Der Cashflow aus betrieblicher Geschäftstätigkeit verringerte sich im Berichtszeitraum auf -54,8 Mio. Euro (Vorjahr: -4,7 Mio. Euro) infolge der deutlichen Erhöhung des Net Working Capital. Wesentliche Ursache dafür sind die deutliche Zunahme der Forderungen aus Lieferungen und Leistungen aufgrund eines starken dritten und vierten Umsatzquartals sowie den seit dem zweiten Quartal bis zum Jahresende 2018 gültigen verlängerten Zahlungszielen von 360 Tagen für einen wichtigen Kunden in der Intralogistik. Außerdem wirkte sich der Anstieg der Vorräte im zweiten Halbjahr 2018, der vor dem Hintergrund des Einstiegs in das Intralogistik-Direktgeschäft vorgenommen wurde, deutlich auf den negativen operativen Cashflow aus.

Der Cashflow aus Investitionstätigkeit reduzierte sich auf -19,1 Mio. Euro (Vorjahr: -6,0 Mio. Euro). Die Auszahlungen in das Sachanlagevermögen in Höhe von 1,6 Mio. Euro (Vorjahr: 1,0 Mio. Euro) und in immaterielle Vermögenswerte in Höhe von 12,0 Mio. Euro (Vorjahr: 5,3 Mio. Euro) bilden die CAPEX-Investitionen von 13,6 Mio. Euro (Vorjahr: 6,2 Mio. Euro) ab, die damit den vom Vorstand prognostizierten Planzahlen in Höhe von rund 13,4 Mio. Euro entsprechend ausfallen. Zusätzlich beeinflusst war der Cashflow aus Investitionstätigkeit durch Auszahlungen für den Erwerb von Tochterunternehmen in Höhe von 7,3 Mio. Euro im Rahmen der M&A-Wachstumsstrategie.

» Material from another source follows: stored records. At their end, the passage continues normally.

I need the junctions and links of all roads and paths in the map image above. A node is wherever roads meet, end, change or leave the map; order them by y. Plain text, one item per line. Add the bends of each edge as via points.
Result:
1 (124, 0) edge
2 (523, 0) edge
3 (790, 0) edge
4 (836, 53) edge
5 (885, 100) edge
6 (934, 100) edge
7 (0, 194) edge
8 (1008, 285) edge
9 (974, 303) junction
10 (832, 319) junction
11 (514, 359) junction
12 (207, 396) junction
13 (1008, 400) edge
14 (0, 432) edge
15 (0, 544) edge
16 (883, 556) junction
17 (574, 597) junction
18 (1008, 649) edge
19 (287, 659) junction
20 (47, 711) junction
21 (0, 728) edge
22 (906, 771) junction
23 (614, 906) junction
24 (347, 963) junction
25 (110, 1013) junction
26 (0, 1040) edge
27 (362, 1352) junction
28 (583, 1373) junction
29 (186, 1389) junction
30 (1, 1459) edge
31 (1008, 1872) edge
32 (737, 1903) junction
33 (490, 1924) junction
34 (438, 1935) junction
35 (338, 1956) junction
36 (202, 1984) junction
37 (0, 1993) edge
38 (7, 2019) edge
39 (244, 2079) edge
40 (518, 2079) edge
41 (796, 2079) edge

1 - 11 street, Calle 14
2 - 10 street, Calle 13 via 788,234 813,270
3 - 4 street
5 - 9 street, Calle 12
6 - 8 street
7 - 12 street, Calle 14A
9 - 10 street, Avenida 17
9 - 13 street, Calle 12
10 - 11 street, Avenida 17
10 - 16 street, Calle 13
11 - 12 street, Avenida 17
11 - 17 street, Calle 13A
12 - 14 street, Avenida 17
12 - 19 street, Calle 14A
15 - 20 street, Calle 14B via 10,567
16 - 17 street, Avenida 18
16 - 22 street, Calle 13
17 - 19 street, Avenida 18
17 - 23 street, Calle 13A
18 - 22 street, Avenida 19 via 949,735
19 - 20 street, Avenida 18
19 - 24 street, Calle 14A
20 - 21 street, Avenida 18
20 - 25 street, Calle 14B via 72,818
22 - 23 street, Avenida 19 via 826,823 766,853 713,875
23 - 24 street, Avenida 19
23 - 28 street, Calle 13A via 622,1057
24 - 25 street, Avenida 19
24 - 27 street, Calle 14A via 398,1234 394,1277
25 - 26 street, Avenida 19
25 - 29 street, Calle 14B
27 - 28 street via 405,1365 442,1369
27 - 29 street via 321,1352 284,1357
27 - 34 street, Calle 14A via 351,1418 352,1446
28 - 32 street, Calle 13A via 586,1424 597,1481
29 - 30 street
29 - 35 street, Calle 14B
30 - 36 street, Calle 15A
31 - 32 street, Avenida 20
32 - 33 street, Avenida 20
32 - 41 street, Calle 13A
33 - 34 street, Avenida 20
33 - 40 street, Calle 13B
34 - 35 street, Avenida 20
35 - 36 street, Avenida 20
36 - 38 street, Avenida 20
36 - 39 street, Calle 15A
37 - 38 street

Damit ergibt sich ein um Transaktionsinvestitionen bereinigter Freier Cashflow in Höhe von -68,4 Mio. Euro (Vorjahr: -11,0 Mio. Euro), der sich nach Ansicht des Vorstands zum Ende des aktuellen Geschäftsjahrs ausgeglichen darstellen wird.

Der Finanzmittelbestand reduzierte sich zum Bilanzstichtag auf 28,2 Mio. Euro (Vorjahr: 102,7 Mio. Euro), was im Wesentlichen auf die kurzfristige Kapitalbindung im operativen Bereich infolge der Ausweitung des Geschäftsbetriebs zurückzuführen ist.

Prognose 2019

Aufgrund der guten Auftragssituation für 2019 erwartet der Vorstand ein Umsatzwachstum von zwischen rund 60 und 70 Prozent. Dazu sollen vor allem die Umsatzausweitung in den USA u.a. mit neuen Batteriesystemen für den Intralogistik-Markt und die zunehmende Nachfrage in Europa nach modernen Li-Ionen-Batteriesystemen für Nutzfahrzeuge und Elektroautos sowie für Pedelecs und E-Bikes beitragen.

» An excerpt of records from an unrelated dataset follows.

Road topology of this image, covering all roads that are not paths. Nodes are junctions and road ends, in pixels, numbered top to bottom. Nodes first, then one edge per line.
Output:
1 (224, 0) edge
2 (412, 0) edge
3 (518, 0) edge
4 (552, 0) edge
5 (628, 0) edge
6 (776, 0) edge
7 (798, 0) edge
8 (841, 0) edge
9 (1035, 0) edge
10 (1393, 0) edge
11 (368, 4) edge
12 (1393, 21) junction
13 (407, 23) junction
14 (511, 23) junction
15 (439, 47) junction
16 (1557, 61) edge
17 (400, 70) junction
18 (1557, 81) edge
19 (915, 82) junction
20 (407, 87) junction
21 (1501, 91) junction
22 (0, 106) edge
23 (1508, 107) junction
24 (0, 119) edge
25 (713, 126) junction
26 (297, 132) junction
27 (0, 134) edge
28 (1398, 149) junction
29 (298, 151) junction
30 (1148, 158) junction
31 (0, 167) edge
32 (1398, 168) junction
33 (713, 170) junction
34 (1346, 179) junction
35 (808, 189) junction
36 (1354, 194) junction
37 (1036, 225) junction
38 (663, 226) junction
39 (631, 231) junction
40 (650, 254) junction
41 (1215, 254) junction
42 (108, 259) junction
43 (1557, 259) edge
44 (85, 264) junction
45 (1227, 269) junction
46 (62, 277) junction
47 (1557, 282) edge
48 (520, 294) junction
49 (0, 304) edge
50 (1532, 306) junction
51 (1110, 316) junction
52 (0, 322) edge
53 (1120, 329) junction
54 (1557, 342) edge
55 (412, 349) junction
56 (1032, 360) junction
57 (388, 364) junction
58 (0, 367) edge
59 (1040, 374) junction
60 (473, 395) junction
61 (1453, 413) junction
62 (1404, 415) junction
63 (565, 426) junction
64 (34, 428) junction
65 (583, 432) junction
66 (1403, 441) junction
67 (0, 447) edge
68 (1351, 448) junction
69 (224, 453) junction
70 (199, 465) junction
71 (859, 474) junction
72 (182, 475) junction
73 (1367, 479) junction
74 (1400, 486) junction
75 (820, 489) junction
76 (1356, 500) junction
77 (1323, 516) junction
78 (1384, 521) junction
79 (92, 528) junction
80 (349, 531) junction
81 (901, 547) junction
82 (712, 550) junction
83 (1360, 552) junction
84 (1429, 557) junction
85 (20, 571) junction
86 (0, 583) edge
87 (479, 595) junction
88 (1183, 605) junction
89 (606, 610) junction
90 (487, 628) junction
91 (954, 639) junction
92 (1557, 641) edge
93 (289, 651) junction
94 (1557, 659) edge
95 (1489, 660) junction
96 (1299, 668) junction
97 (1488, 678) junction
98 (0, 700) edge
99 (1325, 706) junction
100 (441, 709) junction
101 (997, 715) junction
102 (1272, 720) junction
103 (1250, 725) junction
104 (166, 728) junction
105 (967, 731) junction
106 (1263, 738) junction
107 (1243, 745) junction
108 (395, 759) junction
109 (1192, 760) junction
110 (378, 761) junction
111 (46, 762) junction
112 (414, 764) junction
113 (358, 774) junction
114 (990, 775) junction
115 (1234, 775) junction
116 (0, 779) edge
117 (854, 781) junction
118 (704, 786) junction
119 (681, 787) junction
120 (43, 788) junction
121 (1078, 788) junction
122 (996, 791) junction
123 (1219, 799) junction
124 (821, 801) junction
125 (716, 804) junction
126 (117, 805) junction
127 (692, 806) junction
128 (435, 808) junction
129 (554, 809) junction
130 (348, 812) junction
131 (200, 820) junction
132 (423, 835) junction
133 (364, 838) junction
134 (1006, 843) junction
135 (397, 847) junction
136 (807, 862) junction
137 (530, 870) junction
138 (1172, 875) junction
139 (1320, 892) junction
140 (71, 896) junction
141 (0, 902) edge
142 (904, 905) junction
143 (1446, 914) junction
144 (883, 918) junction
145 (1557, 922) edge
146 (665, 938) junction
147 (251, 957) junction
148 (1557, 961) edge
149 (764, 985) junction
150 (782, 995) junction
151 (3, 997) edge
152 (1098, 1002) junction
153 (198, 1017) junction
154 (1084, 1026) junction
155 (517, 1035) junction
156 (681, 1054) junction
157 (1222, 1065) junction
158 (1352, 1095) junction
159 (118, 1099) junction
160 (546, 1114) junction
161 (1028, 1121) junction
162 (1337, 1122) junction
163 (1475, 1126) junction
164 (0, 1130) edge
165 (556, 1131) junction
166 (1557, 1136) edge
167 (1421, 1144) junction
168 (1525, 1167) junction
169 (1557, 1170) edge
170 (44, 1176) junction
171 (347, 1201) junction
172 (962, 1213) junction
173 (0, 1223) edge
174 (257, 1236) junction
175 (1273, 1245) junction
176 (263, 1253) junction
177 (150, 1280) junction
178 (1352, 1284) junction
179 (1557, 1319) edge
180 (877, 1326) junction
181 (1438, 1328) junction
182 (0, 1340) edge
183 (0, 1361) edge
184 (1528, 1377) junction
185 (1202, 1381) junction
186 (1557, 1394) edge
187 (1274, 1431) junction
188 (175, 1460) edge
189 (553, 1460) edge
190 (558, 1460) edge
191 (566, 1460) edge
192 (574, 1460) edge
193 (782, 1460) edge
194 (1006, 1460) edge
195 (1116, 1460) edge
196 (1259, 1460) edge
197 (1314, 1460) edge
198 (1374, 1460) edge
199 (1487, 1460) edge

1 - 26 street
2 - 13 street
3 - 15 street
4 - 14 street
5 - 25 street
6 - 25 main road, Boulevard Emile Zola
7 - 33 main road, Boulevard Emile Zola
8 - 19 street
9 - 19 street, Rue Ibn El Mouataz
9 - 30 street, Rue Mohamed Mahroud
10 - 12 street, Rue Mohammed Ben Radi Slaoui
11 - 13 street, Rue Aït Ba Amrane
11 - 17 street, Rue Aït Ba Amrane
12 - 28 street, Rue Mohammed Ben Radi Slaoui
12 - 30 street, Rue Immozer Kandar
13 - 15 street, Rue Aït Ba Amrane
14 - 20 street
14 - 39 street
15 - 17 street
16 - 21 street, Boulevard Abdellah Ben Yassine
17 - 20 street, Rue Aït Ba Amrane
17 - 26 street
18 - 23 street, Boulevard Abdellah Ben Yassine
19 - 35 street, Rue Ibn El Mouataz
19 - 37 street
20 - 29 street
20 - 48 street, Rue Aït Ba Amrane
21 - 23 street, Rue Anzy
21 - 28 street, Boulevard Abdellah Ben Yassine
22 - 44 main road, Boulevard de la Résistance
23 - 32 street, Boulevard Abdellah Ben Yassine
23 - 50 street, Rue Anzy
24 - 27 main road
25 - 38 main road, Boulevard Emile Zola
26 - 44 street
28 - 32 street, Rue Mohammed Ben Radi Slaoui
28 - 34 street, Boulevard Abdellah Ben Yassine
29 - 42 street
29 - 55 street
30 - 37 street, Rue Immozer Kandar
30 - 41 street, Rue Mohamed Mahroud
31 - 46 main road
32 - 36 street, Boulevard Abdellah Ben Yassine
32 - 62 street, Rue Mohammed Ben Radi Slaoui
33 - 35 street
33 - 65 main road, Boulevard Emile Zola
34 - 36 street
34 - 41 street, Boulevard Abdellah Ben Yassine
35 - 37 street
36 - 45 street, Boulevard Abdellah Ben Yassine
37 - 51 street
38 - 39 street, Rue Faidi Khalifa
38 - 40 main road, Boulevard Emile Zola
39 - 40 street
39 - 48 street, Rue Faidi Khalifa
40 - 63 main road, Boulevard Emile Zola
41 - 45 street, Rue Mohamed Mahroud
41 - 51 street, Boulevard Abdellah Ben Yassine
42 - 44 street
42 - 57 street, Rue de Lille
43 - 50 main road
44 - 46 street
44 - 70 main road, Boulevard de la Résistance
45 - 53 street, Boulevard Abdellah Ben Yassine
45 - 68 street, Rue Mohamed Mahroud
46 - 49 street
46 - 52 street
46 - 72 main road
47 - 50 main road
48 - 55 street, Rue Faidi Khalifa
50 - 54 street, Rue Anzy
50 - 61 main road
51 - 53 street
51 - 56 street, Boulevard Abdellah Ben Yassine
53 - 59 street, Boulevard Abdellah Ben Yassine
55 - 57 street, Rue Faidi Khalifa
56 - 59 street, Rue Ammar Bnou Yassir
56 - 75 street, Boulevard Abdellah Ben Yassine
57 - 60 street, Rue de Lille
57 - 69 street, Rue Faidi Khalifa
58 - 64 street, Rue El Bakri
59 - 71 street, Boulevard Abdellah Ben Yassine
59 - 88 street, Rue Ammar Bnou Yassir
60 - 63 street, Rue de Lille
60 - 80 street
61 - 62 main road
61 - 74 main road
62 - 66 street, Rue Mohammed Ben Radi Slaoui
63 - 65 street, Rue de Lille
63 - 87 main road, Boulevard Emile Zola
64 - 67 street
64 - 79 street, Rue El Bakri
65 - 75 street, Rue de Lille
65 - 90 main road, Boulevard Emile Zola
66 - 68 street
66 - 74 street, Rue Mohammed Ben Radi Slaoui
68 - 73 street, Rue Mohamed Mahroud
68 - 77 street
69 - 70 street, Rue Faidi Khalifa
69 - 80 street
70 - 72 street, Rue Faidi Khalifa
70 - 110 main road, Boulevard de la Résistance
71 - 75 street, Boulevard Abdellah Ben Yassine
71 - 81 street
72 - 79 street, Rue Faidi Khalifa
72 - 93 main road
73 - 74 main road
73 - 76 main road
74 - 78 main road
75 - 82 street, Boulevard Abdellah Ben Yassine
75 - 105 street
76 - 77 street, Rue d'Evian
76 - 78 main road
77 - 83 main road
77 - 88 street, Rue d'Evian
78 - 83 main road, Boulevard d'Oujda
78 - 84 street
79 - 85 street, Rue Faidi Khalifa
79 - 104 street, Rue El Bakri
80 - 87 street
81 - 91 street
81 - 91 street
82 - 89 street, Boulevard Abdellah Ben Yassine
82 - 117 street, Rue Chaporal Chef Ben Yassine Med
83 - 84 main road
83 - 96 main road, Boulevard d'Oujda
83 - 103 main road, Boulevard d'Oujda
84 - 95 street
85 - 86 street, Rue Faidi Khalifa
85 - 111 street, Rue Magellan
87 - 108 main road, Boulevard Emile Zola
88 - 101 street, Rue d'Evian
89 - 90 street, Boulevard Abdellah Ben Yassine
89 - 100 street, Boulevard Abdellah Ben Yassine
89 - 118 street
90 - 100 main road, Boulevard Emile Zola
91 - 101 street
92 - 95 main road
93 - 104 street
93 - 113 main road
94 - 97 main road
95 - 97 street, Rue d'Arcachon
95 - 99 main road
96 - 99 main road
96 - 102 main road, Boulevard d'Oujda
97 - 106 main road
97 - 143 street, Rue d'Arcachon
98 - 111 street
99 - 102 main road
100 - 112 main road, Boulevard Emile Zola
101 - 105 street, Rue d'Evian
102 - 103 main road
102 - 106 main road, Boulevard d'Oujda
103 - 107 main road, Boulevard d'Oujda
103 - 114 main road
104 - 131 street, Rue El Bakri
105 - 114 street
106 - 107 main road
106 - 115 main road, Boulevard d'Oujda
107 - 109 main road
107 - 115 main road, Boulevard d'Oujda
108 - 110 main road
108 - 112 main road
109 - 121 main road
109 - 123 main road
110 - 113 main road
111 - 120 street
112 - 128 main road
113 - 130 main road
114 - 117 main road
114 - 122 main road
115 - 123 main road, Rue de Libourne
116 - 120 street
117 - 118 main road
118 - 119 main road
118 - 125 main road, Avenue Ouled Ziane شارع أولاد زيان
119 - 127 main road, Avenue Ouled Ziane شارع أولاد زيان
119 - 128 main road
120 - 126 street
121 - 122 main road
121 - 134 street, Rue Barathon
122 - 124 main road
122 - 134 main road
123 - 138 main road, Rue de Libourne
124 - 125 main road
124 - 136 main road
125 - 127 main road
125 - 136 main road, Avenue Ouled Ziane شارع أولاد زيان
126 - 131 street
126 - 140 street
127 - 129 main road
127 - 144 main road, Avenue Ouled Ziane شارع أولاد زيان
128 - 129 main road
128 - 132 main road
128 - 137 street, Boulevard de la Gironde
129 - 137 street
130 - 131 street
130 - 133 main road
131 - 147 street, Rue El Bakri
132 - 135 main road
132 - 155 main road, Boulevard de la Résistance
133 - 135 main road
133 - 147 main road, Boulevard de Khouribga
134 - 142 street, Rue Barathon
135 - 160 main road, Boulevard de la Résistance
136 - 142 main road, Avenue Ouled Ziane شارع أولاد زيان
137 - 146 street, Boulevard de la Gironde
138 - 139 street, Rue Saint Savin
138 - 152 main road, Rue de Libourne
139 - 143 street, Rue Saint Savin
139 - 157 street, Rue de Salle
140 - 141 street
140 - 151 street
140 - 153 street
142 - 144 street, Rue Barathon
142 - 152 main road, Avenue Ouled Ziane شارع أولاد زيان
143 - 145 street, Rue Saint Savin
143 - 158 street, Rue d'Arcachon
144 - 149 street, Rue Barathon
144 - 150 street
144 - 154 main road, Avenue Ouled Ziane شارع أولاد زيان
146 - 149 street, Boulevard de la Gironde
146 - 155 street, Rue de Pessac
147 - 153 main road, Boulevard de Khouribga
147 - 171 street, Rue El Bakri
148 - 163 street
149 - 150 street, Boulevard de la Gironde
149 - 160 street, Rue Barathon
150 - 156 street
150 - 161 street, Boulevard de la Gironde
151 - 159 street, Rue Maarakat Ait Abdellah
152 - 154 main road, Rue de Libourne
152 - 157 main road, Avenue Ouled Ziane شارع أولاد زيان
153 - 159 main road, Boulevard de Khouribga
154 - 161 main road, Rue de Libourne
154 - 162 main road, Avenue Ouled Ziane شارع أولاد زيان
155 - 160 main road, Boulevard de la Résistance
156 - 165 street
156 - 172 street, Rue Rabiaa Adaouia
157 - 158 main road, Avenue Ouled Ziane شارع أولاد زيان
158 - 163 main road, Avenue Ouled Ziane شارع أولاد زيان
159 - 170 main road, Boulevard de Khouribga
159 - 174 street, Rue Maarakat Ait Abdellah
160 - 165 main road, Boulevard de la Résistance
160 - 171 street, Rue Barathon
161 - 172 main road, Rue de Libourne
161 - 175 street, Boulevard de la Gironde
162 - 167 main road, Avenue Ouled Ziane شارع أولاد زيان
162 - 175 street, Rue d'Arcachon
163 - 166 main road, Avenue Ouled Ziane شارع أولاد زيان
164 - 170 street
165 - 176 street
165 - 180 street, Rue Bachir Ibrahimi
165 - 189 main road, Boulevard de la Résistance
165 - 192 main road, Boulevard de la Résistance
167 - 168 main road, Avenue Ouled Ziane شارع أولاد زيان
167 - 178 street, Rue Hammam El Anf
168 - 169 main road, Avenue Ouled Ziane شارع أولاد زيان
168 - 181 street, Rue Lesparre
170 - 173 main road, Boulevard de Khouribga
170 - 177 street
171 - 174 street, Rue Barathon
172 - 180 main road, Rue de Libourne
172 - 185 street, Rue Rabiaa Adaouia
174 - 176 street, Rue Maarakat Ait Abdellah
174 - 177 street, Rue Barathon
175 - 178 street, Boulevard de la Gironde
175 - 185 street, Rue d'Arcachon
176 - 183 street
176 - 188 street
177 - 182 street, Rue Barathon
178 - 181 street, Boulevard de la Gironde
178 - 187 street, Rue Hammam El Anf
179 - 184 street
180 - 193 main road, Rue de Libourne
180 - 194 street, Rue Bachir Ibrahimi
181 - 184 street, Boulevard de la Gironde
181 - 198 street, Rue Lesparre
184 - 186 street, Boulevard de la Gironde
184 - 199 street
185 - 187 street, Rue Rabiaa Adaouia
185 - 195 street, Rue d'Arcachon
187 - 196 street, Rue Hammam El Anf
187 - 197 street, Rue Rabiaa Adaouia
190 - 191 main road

Angesichts dessen blickt der Vorstand sehr optimistisch auf das aktuelle Geschäftsjahr. So soll der Umsatz des Voltabox Konzerns in 2019 auf 105 bis 115 Mio. Euro wachsen und dabei eine EBIT-Marge in der Größenordnung von 8 bis 9 Prozent erreichen. Das geplante Investitionsvolumen (CAPEX) beträgt rund 14 Mio. Euro, wobei der Anteil an Aktivierten Entwicklungsleistungen bei rund 57 % liegen soll.

Die kumulierte Auftragsvorlage der nächsten fünf Jahre lag zum Jahresende 2018 bei rund 1,1 Mrd. Euro.

Die Voltabox AG hat im Konzernabschluss 2018 Berichtigungen aus dem Vorjahr vorgenommen, die sich im Wesentlichen auf die Berücksichtigung latenter Steuern im Zusammenhang mit einer konzerninternen Übertragung von Vermögenswerten sowie auf Aufwendungen aus dem Börsengang beziehen, welche den sonstigen betrieblichen Aufwendungen zugeführt und mit dem Gewinnvortrag verrechnet wurden.

Aktuell (01.04.2019 / 08:05 Uhr) notieren die Aktien der Voltabox AG im Frankfurter-Handel mit einem Plus von +0,92 EUR (+6,02 %) bei 16,20 EUR.